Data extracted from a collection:
<<<<

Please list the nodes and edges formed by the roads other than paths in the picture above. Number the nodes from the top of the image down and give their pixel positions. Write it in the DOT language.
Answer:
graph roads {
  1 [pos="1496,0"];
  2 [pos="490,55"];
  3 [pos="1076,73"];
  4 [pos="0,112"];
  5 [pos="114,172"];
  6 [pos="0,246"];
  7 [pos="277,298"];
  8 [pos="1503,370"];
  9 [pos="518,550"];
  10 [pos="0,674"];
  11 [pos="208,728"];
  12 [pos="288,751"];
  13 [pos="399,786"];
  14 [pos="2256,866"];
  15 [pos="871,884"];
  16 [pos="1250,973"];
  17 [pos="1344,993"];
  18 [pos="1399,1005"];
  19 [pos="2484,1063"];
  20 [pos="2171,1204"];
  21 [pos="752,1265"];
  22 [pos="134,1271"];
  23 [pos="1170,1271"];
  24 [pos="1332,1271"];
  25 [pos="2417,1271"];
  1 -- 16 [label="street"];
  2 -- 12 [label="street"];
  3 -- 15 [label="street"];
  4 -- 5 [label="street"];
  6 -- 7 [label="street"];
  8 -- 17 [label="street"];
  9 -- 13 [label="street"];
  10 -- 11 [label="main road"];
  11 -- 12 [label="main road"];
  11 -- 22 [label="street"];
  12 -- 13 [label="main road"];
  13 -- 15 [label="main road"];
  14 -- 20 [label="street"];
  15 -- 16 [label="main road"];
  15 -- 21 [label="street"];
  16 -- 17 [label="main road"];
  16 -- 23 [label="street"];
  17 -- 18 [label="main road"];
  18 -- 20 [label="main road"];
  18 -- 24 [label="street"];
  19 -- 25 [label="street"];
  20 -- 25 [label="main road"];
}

>>>>

[Exercise description]: All entries should be given again precisely as they appear above.

[Expected answer]:
Please list the nodes and edges formed by the roads other than paths in the picture above. Number the nodes from the top of the image down and give their pixel positions. Write it in the DOT language.
Answer:
graph roads {
  1 [pos="1496,0"];
  2 [pos="490,55"];
  3 [pos="1076,73"];
  4 [pos="0,112"];
  5 [pos="114,172"];
  6 [pos="0,246"];
  7 [pos="277,298"];
  8 [pos="1503,370"];
  9 [pos="518,550"];
  10 [pos="0,674"];
  11 [pos="208,728"];
  12 [pos="288,751"];
  13 [pos="399,786"];
  14 [pos="2256,866"];
  15 [pos="871,884"];
  16 [pos="1250,973"];
  17 [pos="1344,993"];
  18 [pos="1399,1005"];
  19 [pos="2484,1063"];
  20 [pos="2171,1204"];
  21 [pos="752,1265"];
  22 [pos="134,1271"];
  23 [pos="1170,1271"];
  24 [pos="1332,1271"];
  25 [pos="2417,1271"];
  1 -- 16 [label="street"];
  2 -- 12 [label="street"];
  3 -- 15 [label="street"];
  4 -- 5 [label="street"];
  6 -- 7 [label="street"];
  8 -- 17 [label="street"];
  9 -- 13 [label="street"];
  10 -- 11 [label="main road"];
  11 -- 12 [label="main road"];
  11 -- 22 [label="street"];
  12 -- 13 [label="main road"];
  13 -- 15 [label="main road"];
  14 -- 20 [label="street"];
  15 -- 16 [label="main road"];
  15 -- 21 [label="street"];
  16 -- 17 [label="main road"];
  16 -- 23 [label="street"];
  17 -- 18 [label="main road"];
  18 -- 20 [label="main road"];
  18 -- 24 [label="street"];
  19 -- 25 [label="street"];
  20 -- 25 [label="main road"];
}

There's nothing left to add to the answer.